Notes sur un manuscrit
Le dossier découvert dans les conditions qu’on a dites, et à partir duquel a été composé le présent volume, consistait pour l’essentiel en un ensemble de courts essais et récits qui vont de quelques lignes à une dizaine de pages, de forme et de propos en première approche très divers, mais qui gravitent pour l’essentiel, par le biais des îles et dans ce qu’on dira être leur élément, autour d’un même thème : celui d’une distance d’une nature particulière et pour une part intériorisée, inhérente à un certain type plutôt qu’à une certaine classe d’objets, et par laquelle l’analyse doit en passer sans aspirer à sa résorption. À charge pour elle d’y reconnaître plus et autre chose qu’un aspect ou une donnée naturels : une dimension constitutive, tout à la fois marginale et irréductible, de l’expérience sensible, aussi bien qu’esthétique ou conceptuelle. Le monde ne serait pas ce qu’il est, ni l’art ni la pensée, sans la ponctuation et la profondeur de champ qu’y introduisent les îles, dans toute leur diversité et leur insubmersible distance.
Un certain nombre de notes et de documents joints au manuscrit proprement dit permettent d’énoncer la règle à double entrée – tantôt diurne, d’une grande clarté ; et tantôt nocturne, mais n’excluant pas tout éclairage – qui a présidé à la production de ces essais d’un nouveau type, dans lesquels la fiction le dispute à tout instant à la spéculation tout en la stimulant, et lui prêtant éventuellement appui. Quand l’une ne se coule pas dans les voies que lui ouvre l’autre et n’en reproduit ou n’en mime les détours, sans craindre la contradiction, mais la recherchant au contraire là où elle peut s’avérer féconde : « Marcel », le Narrateur d’À la recherche du temps perdu, n’avait pas son pareil pour défendre à quelques heures de distance des thèses inconciliables touchant les choses de l’art et celles de la vie. Mais la littérature européenne a de longue date nourri d’autres ambitions, et fait sien le fantasme qui voudrait que, de la théorie à la fiction, les positions puissent s’inverser sans que l’opération se laisse nécessairement reconnaître de prime abord pour ce qu’elle est.

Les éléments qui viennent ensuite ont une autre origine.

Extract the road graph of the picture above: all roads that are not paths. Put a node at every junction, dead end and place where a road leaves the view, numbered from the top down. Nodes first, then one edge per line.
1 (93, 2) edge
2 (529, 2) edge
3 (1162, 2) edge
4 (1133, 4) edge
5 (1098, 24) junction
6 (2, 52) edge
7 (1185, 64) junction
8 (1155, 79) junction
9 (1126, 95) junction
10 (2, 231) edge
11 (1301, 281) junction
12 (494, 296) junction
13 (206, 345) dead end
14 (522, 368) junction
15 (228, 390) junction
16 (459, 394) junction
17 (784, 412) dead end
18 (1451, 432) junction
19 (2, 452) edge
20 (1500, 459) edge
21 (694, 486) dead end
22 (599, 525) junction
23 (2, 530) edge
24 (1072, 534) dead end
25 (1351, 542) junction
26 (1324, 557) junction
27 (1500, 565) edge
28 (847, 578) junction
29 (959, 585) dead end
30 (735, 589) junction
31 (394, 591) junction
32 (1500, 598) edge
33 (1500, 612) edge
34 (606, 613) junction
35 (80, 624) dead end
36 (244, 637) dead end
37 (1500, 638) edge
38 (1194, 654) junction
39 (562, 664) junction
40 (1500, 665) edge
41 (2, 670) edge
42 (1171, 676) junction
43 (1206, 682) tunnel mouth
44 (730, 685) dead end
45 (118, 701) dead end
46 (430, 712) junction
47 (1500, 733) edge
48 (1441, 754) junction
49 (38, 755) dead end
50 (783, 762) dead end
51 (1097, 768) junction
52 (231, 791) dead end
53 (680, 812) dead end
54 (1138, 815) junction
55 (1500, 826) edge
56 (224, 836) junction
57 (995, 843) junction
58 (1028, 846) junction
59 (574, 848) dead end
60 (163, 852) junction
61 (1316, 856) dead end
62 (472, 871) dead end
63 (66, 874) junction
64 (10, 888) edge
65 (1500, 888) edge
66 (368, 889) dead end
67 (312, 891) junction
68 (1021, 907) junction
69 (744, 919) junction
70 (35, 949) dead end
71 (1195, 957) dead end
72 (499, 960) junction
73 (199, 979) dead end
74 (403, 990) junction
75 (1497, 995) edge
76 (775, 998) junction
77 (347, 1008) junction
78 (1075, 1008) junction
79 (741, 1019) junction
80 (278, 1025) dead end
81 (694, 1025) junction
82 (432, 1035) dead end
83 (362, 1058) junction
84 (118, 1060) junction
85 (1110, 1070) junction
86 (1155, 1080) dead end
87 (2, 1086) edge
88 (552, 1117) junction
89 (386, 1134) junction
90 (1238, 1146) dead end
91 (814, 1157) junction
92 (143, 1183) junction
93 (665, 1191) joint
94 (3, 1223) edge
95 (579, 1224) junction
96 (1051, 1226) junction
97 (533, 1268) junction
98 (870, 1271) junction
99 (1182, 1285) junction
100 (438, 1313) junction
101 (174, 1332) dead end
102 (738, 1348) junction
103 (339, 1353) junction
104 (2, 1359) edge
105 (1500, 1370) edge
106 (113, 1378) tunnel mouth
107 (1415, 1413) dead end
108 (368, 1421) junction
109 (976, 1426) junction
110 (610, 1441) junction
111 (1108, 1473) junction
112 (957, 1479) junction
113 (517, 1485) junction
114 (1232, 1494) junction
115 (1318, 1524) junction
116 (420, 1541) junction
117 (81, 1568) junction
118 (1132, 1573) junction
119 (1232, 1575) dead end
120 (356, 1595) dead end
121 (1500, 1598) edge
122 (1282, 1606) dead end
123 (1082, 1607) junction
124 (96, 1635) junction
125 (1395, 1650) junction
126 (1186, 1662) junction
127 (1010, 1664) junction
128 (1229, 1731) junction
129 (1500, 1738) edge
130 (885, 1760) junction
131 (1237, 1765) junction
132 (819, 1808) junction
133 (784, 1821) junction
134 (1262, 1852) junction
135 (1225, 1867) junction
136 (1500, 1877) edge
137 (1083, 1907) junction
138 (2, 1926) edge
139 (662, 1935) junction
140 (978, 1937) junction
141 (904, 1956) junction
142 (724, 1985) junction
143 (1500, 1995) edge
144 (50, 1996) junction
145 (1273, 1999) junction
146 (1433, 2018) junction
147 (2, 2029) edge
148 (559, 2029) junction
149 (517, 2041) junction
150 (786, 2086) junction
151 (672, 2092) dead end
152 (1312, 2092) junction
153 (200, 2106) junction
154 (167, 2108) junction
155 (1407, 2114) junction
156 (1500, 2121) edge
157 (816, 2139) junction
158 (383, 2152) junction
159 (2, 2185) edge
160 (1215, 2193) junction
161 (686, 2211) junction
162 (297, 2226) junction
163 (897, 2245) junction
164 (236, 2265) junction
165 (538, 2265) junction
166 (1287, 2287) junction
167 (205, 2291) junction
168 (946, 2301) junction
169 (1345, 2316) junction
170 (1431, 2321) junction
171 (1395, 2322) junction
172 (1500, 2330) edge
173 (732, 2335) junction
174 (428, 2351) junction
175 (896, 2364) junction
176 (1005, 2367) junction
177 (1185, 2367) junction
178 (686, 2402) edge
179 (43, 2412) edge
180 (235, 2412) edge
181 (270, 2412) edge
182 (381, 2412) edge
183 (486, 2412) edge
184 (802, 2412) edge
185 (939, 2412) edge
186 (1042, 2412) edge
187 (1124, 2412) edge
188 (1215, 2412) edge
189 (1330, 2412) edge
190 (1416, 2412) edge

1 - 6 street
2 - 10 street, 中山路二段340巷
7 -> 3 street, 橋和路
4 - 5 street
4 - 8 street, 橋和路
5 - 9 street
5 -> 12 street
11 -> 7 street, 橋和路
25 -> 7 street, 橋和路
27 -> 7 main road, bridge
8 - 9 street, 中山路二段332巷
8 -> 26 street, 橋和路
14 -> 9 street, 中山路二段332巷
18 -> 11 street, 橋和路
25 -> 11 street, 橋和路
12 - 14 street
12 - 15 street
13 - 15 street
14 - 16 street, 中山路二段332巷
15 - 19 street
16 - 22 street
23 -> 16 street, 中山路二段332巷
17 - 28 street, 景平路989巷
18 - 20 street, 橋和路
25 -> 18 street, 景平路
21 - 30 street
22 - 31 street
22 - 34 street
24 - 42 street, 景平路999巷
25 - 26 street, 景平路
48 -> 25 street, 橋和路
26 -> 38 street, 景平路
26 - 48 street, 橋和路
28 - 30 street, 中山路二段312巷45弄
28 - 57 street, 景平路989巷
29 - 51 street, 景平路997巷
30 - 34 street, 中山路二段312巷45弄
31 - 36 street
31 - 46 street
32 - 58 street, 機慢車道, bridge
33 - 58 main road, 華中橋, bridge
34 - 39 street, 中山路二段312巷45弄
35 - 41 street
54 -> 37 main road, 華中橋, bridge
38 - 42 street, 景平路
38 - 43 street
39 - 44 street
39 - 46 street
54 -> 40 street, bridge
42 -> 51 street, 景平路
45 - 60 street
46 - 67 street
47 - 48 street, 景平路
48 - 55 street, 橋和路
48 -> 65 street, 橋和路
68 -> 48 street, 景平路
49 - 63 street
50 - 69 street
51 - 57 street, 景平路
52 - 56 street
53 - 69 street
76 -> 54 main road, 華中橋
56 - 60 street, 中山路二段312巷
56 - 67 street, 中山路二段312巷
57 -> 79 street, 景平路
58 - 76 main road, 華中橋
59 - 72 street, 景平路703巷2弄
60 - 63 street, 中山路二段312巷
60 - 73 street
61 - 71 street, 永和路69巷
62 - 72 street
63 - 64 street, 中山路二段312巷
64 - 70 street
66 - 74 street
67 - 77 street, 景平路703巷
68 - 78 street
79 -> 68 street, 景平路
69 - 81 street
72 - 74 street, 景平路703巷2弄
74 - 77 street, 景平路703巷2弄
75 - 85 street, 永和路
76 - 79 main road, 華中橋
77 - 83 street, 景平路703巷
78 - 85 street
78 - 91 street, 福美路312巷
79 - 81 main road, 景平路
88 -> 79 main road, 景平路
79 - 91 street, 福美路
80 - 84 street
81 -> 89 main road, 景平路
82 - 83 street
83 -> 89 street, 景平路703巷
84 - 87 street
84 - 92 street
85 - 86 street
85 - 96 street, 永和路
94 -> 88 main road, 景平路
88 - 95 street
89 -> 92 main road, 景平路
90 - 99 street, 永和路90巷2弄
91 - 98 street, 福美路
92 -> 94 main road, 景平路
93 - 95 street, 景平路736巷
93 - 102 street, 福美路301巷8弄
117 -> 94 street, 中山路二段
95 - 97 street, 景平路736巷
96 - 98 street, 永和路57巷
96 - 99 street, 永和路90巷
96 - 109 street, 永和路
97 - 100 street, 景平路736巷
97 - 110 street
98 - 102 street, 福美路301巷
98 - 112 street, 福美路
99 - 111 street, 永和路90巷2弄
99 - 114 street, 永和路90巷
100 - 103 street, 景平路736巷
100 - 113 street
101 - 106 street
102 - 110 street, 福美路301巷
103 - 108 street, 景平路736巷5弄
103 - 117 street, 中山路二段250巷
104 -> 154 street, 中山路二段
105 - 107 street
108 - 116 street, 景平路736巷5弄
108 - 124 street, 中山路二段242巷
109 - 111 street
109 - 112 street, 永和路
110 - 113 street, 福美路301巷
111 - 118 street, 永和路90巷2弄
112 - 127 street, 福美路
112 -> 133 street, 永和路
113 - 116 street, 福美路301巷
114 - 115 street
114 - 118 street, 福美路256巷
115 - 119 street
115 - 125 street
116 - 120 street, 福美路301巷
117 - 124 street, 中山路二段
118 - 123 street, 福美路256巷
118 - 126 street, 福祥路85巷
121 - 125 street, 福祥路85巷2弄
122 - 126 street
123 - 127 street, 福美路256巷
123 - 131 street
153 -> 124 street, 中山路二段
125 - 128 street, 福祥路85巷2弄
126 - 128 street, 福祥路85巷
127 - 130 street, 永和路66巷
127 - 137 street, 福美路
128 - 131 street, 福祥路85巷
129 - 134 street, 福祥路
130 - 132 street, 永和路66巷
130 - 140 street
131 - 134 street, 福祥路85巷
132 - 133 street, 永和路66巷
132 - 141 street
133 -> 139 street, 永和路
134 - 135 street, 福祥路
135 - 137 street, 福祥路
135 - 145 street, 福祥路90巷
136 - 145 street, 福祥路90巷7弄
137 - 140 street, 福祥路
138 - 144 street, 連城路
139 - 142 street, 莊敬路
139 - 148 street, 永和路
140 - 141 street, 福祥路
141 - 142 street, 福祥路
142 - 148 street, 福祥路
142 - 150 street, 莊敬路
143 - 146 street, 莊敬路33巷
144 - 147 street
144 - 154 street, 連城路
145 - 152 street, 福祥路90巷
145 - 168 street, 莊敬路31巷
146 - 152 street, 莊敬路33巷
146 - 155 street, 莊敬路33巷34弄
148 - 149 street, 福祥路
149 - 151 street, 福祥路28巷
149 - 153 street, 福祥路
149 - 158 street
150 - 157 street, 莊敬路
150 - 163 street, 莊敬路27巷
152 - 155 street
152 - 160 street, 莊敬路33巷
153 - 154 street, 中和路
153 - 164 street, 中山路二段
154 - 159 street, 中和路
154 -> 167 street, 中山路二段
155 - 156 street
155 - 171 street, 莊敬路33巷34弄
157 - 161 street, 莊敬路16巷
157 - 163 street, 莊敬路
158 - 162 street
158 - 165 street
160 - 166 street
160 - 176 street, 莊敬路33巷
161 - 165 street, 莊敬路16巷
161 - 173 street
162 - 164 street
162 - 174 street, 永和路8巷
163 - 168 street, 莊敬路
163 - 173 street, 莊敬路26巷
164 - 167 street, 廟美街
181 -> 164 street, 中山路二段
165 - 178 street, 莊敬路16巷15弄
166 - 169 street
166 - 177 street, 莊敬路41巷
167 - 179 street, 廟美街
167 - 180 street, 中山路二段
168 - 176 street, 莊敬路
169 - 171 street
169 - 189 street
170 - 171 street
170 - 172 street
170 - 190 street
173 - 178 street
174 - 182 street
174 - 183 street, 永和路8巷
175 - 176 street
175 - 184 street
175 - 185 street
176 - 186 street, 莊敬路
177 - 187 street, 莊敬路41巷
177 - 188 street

L’entreprise, dans ce qu’elle pouvait avoir de méthodique, semble avoir débuté comme un jeu qui consistait à retenir, sans la noter aussitôt, mais la ruminant tout un jour, une phrase de longueur variable apparue à une heure quelconque, de préférence tôt le matin, de manière apparemment fortuite et arbitraire, dans l’attente que s’engendrât à partir d’elle, la nuit venue, plus ou moins spontanément, par association libre encore qu’astreinte à un même horizon implicite, ce qui s’apparentait à une courte fiction. Celui qui passe ou se fait passer ici pour l’auteur devait ensuite trouver le mot clé qui pût servir de titre à ce fragment, ou ce récit : « La marée », pour l’un des premiers à avoir été conçus ; « La vague », pour celui sur lequel devait à l’origine se clore le tout, devenus respectivement « Apocalypse now » et « Pandora » – ce dernier ayant entre-temps régressé de la position finale et conclusive à l’antépénultième ; ce qui suffisait à modifier radicalement la donne, le livre ne se refermant plus sur la mort programmée de « l’auteur » – mais sur ce qui s’apparentait, Shakespeare aidant, à un art poétique, désormais suivi, en manière de cul-de-lampe, par une pièce à forte connotation décorative qui reprenait le titre d’un disque célèbre du grand orchestre de Benny Goodman, sur un arrangement du compositeur noir Fletcher Henderson, première faille d’importance dans le ghetto où était alors encore confinée la musique de jazz : « When Buddha Smiles », « Le sourire du bouddha ».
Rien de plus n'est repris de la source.